The Massachusetts-based robotics vendor Boston Dynamics gained some powerful leverage today for its continuing push into the warehouse automation sector, announcing it had been acquired by automotive giant Hyundai Motor Group.
Seoul, South Korea-based Hyundai paid about $880 million to buy an 80% stake in Boston Dynamics, with previous owner Softbank Group retaining a 20% share of the company. Subject to regulatory approvals and other closing conditions, the transaction is expected to close by June of 2021.

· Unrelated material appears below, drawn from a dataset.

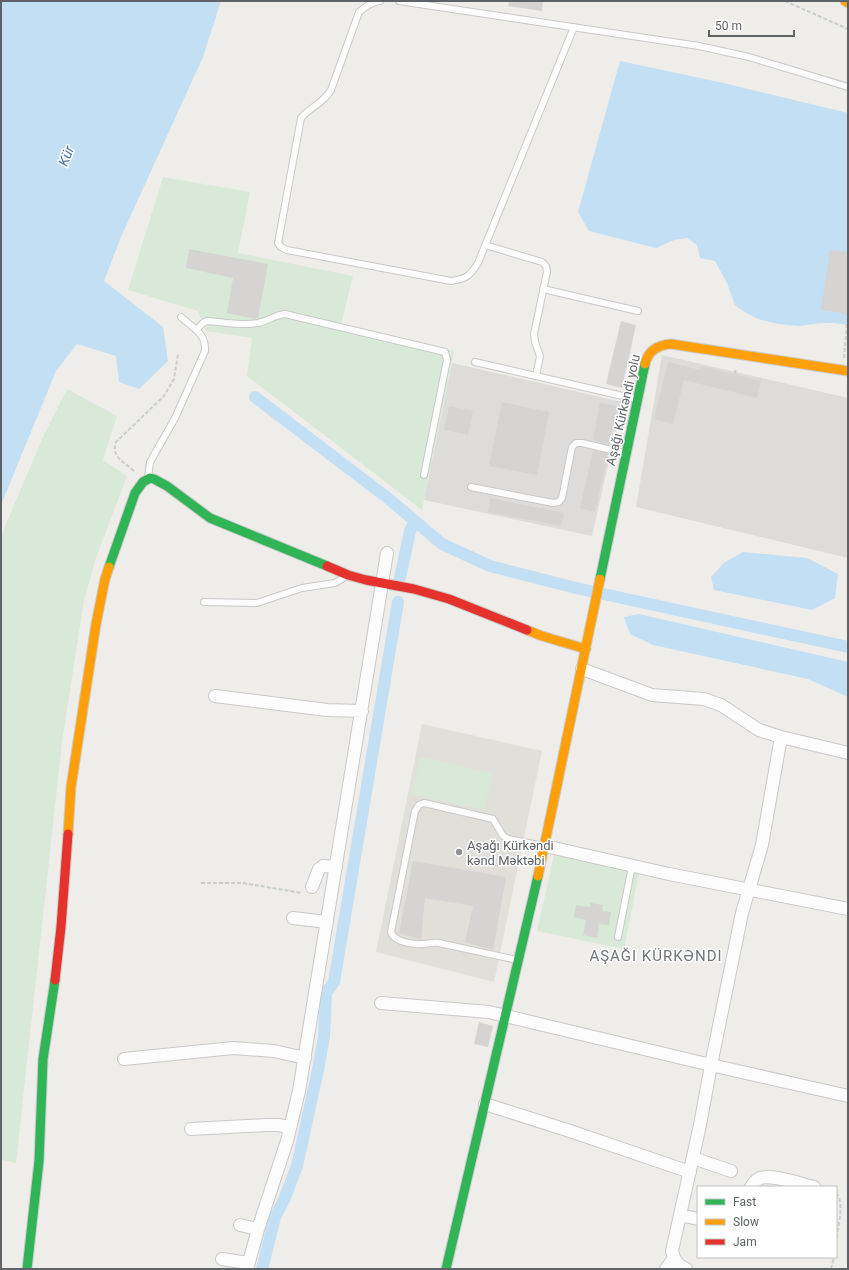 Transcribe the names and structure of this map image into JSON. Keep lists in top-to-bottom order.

Tokyo-based Softbank is a frequent investor in logistics firms, also holding stakes in startups like the third party logistics provider (3PL) ShipBob, robotics artificial intelligence (AI) firm Brain Corp., robotic fulfillment solution provider Berkshire Grey, mobile inventory scanning robot maker Simbe Robotics Inc., and autonomous mobile robot (AMR) vendor Fetch Robotics Inc.

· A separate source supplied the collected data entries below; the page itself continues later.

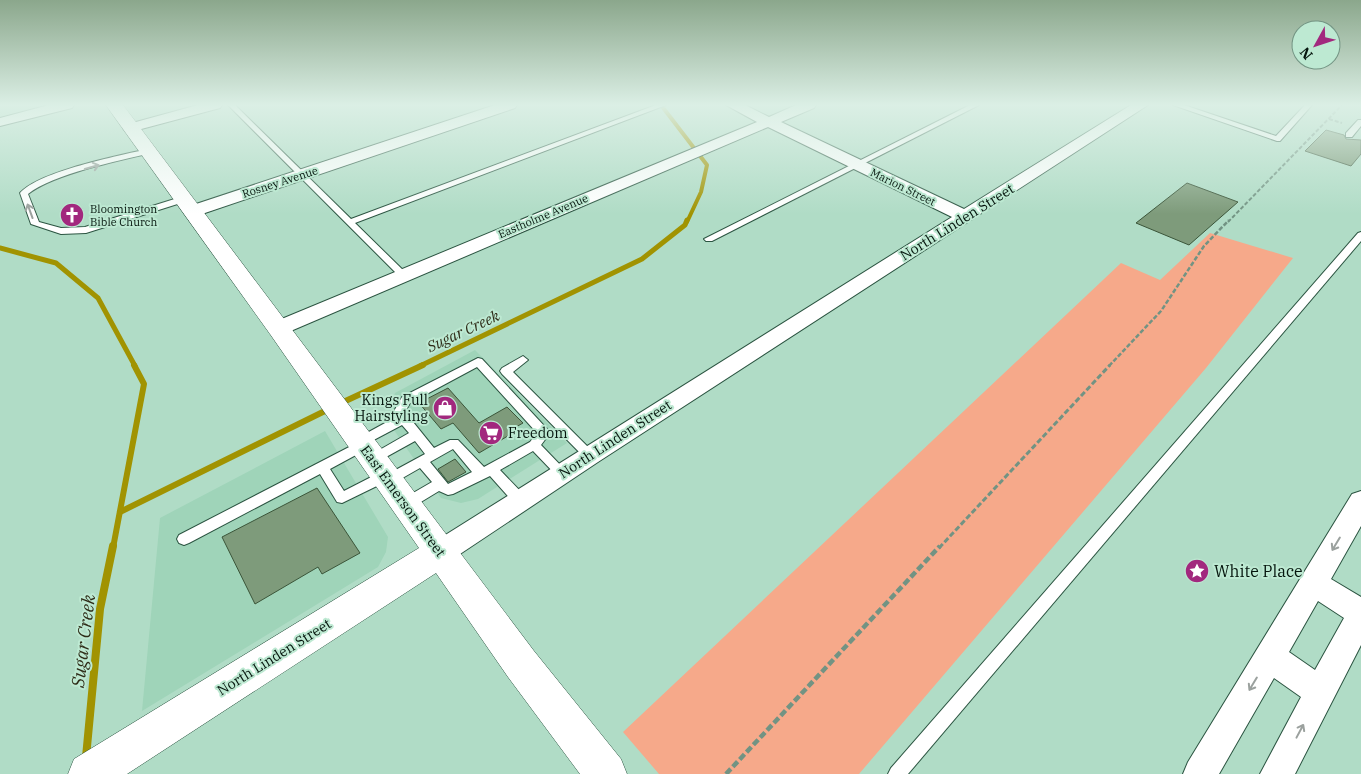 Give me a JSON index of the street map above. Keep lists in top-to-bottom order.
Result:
{
  "streets": {
    "main road": ["North Linden Street", "East Emerson Street"],
    "street": ["Rosney Avenue", "Marion Street", "Eastholme Avenue"]
  },
  "crossings": [
    ["Rosney Avenue", "East Emerson Street"],
    ["Marion Street", "North Linden Street"],
    ["Eastholme Avenue", "East Emerson Street"],
    ["North Linden Street", "East Emerson Street"]
  ],
  "water": ["Sugar Creek"],
  "places": {
    "church": ["Bloomington Bible Church"],
    "shop": ["Kings Full Hairstyling"],
    "supermarket": ["Freedom"],
    "place": ["White Place"]
  },
  "north": "bottom left"
} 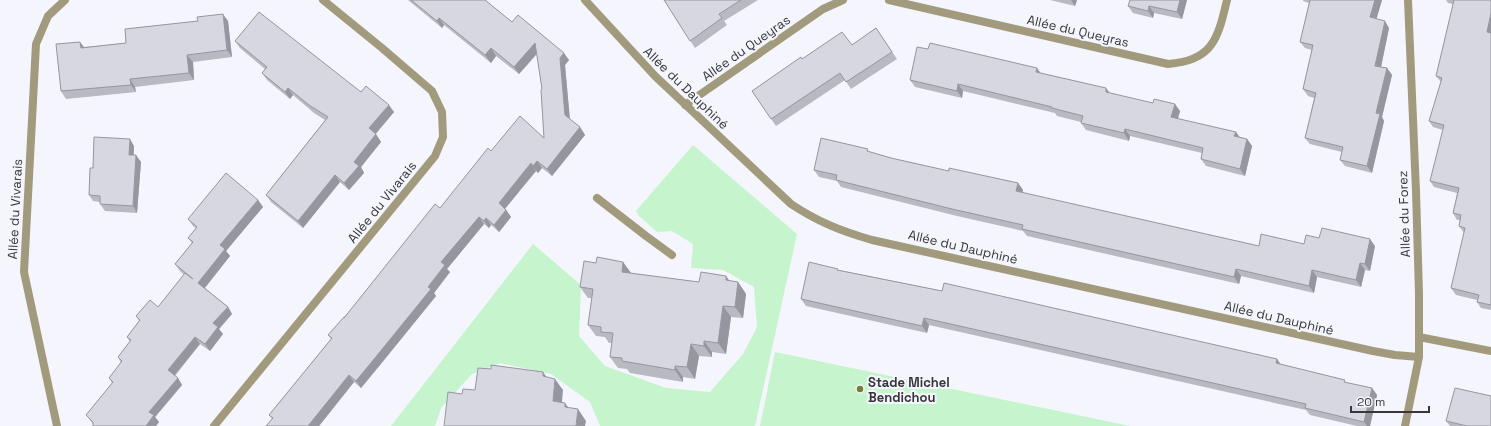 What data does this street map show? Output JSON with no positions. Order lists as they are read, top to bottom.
{
  "streets": {
    "street": [
      "Allée du Queyras",
      "Allée du Dauphiné",
      "Allée du Vivarais",
      "Allée du Forez"
    ]
  },
  "crossings": [
    ["Allée du Queyras", "Allée du Dauphiné"],
    ["Allée du Dauphiné", "Allée du Forez"]
  ],
  "places": ["Stade Michel Bendichou"],
  "scale_bar": "20 m"
} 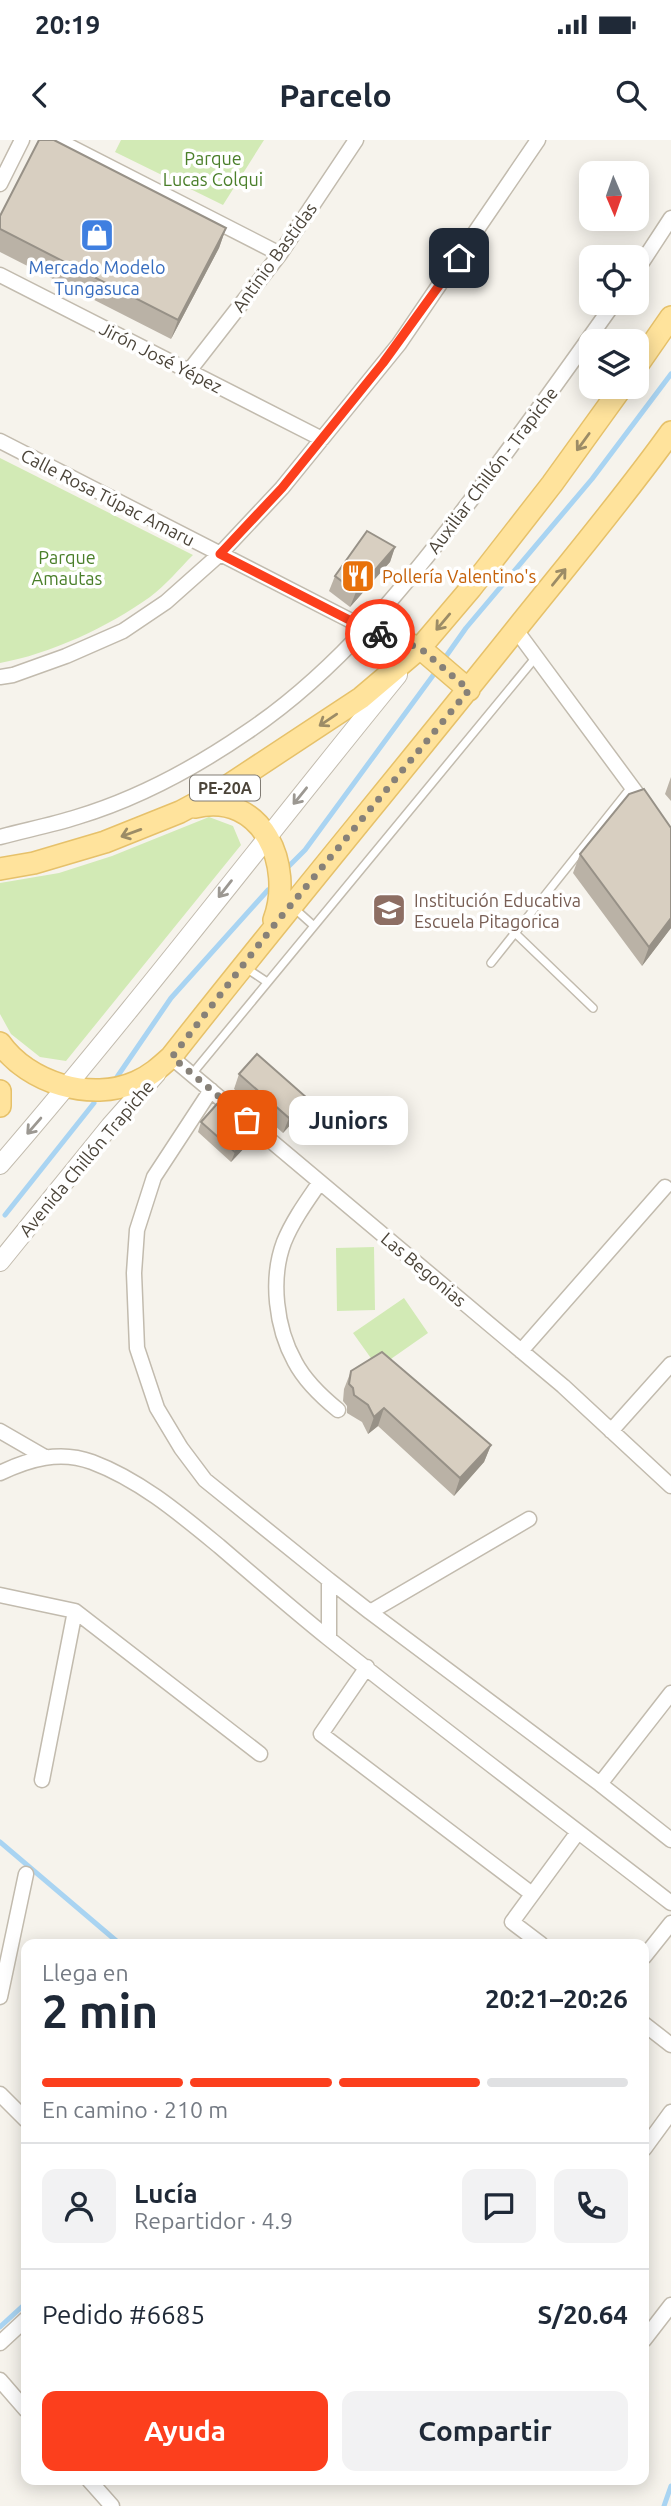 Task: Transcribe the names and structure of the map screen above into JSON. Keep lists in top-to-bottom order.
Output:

In contrast, Hyundai is a newer player in the logistics space, but the company said the move was part of a larger strategy to transform itself into a “smart mobility solution provider,” following previous investments in autonomous driving technology, connectivity, eco-friendly vehicles, smart factories, advanced materials, artificial intelligence (AI), and robots.

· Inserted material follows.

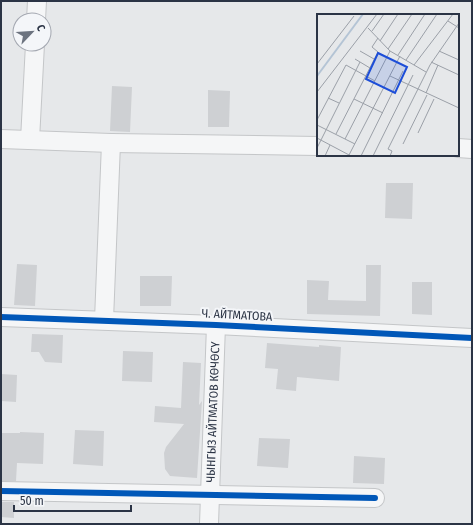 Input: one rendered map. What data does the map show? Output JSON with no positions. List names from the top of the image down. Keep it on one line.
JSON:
{"streets":{"street":["Ч. АЙТМАТОВА","ЧЫНГЫЗ АЙТМАТОВ КӨЧӨСҮ"]},"crossings":[["Ч. АЙТМАТОВА","ЧЫНГЫЗ АЙТМАТОВ КӨЧӨСҮ"]],"scale_bar":"50 m","north":"top right"} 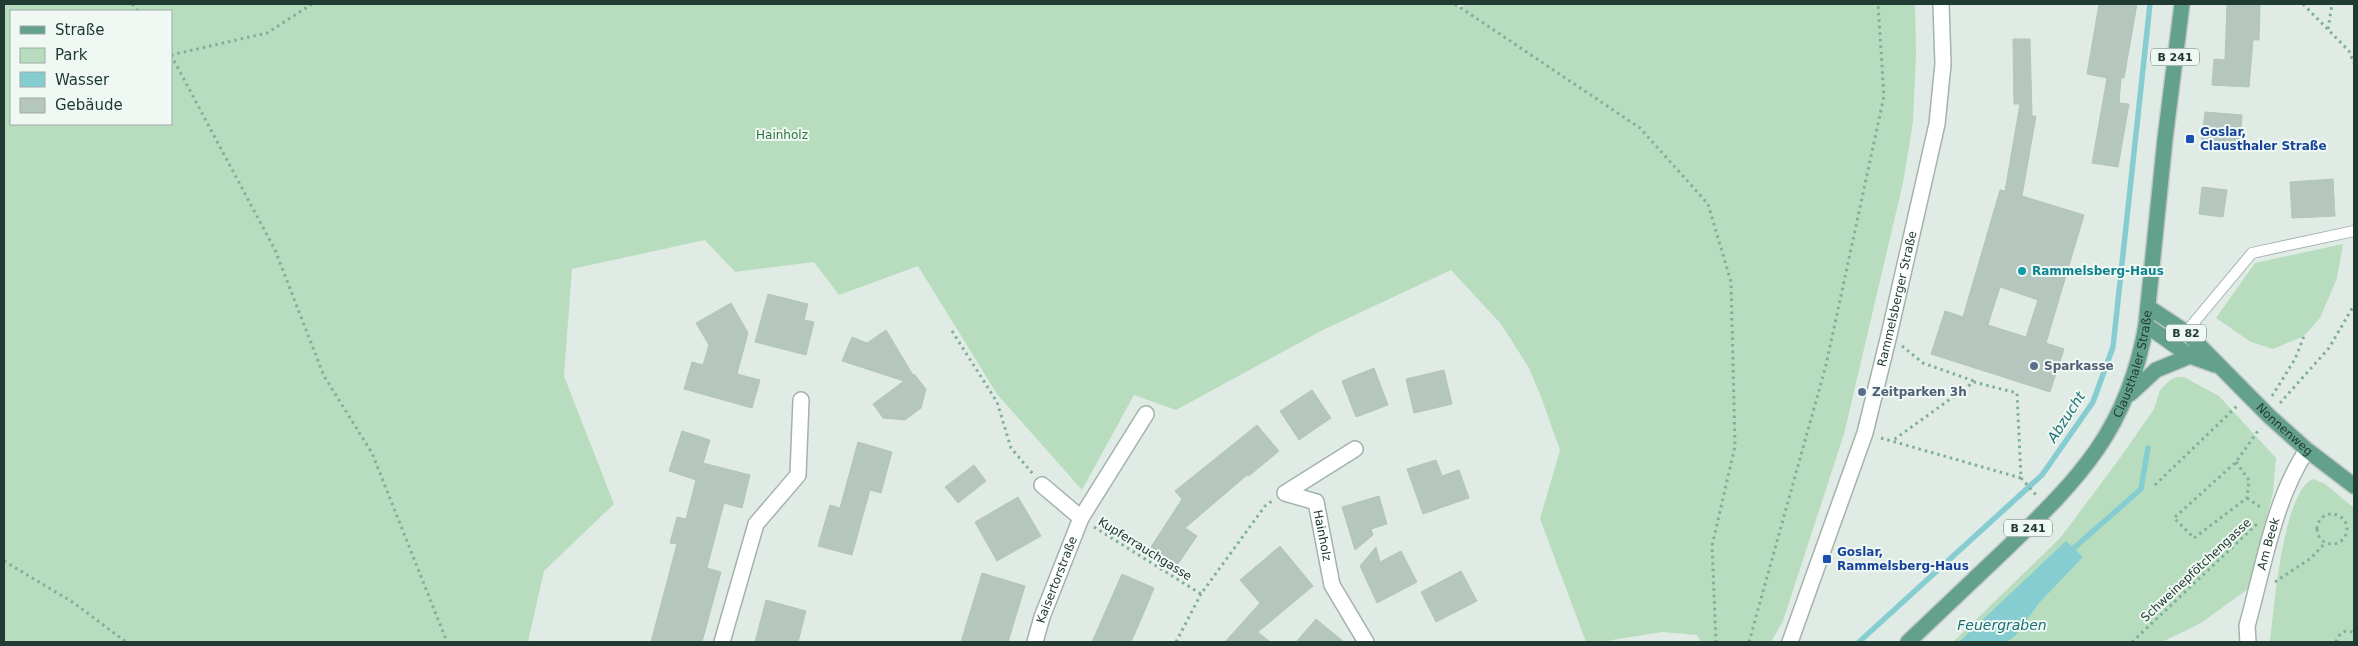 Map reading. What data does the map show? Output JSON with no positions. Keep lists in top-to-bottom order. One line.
{"streets":{"main road":["B 241","B 82","Clausthaler Straße","Nonnenweg"],"street":["Rammelsberger Straße","Hainholz","Am Beek","Kaisertorstraße"],"path":["Kupferrauchgasse","Schweinepfötchengasse"]},"crossings":[["B 82","Clausthaler Straße"],["B 82","Nonnenweg"],["Clausthaler Straße","Nonnenweg"],["Nonnenweg","Am Beek"],["Am Beek","Schweinepfötchengasse"],["Kupferrauchgasse","Kaisertorstraße"]],"water":["Abzucht","Feuergraben"],"parks":["Hainholz"],"places":{"transit":["Goslar, Clausthaler Straße","Goslar, Rammelsberg-Haus"],"other":["Rammelsberg-Haus","Sparkasse","Zeitparken 3h"]},"legend":["Straße","Park","Wasser","Gebäude"]}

According to Hyundai, the deal will propel the development and commercialization of advanced robots for applications in autonomous vehicles, urban air mobility (UAM), and smart factories. In addition, Hyundai and Boston Dynamics will now team to create a “robotics value chain” ranging from robot component manufacturing to smart logistics solutions.
Boston Dynamics already sells a computer vision solution called Pick that is installed on robotic arms for depalletizing tasks, and is currently developing a mobile, ostrich-shaped unit called Handle for moving cartons around the warehouse, set for release in 2022. Outside of logistics, the company is best known for its dog-like service robot called Spot that is designed to perform “dull, dirty, and dangerous” tasks in settings like power utilities, construction, manufacturing, oil and gas, and mining.The company defines its position within the sector with a tight focus on depalletizing and case handling, as opposed to moving pallets or picking individual items. Specifically, its Pick vision system allows users to roll a pallet in from of a robot arm and then stand back while it singulates the cartons onto a conveyor, whether they include single-SKU goods, multi-layered stacks, or a large variety of different cartons and cases, the company says.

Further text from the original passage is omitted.